#### Task to complete
Using the records that follow, count the lines containing the word "Kombatantów" and give that number only.

#### Exercise inputs
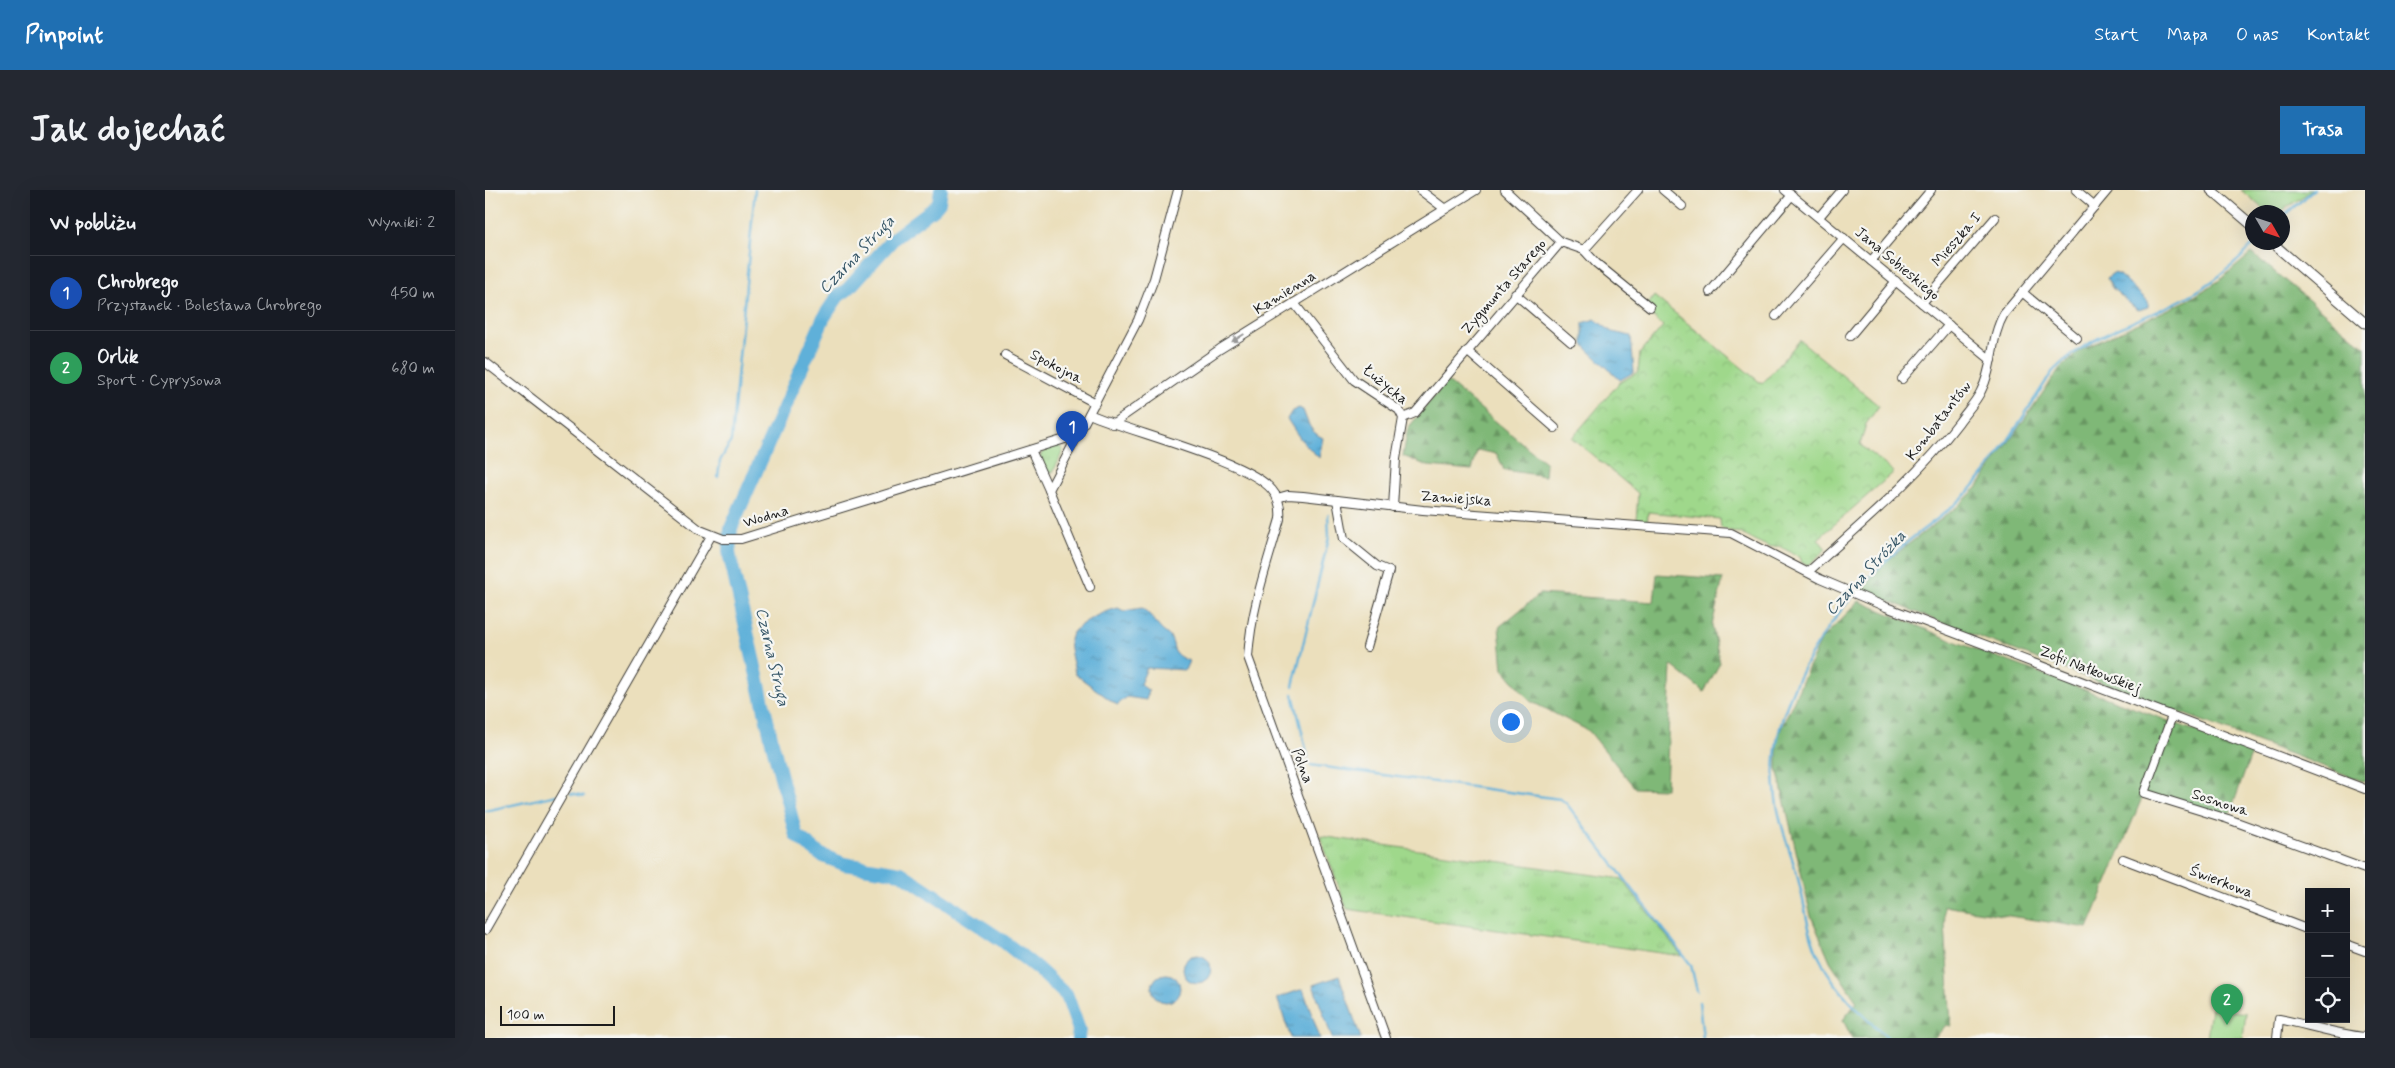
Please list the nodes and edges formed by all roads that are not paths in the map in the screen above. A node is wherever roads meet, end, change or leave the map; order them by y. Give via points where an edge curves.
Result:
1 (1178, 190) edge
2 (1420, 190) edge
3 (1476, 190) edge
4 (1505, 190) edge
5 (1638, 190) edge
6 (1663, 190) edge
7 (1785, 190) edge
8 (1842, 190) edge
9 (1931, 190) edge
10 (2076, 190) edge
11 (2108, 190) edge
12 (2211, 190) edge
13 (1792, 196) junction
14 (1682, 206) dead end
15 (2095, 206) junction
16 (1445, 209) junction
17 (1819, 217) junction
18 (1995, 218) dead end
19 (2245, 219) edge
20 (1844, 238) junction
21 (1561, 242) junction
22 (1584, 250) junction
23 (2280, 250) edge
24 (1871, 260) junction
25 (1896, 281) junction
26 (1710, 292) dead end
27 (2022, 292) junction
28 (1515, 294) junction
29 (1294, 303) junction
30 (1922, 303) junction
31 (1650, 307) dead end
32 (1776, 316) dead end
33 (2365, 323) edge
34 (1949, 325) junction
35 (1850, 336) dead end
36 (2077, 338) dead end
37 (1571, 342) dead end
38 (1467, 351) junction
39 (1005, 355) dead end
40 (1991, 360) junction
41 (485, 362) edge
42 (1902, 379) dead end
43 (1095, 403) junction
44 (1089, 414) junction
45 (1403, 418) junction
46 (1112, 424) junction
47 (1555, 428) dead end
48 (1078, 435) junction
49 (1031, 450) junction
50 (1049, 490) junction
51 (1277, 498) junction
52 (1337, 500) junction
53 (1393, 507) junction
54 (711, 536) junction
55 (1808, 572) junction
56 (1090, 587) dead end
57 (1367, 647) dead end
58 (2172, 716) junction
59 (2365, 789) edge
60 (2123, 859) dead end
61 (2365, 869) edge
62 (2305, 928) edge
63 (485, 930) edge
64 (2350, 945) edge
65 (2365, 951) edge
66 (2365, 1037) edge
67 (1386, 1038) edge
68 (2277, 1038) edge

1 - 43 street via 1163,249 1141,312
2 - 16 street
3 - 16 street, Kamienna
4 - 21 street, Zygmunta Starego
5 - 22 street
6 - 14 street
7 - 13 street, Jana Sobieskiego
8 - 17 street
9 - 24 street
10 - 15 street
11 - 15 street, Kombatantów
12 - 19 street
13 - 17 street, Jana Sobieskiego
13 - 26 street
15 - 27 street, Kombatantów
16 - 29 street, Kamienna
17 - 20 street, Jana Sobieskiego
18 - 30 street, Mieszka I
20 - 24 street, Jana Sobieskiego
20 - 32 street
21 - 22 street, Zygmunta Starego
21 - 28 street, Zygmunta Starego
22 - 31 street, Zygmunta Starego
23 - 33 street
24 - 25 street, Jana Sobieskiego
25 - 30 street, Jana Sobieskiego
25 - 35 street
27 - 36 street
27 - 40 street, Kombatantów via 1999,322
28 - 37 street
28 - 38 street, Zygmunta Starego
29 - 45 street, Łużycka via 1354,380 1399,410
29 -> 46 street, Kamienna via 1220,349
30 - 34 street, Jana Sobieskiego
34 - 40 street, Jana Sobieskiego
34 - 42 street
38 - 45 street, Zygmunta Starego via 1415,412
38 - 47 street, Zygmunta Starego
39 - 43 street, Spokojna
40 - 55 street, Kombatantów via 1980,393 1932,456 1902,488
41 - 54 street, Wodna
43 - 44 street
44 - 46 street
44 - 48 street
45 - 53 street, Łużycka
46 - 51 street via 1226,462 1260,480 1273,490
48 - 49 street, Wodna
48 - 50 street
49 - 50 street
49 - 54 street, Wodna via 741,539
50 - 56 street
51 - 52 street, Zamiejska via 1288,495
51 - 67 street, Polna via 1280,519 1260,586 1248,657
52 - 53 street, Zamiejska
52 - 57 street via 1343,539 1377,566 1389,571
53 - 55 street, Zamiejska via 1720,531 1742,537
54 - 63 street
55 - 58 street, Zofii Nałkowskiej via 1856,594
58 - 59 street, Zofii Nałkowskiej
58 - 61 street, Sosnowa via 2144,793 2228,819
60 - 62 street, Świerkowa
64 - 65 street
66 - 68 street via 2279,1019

#### Response area
4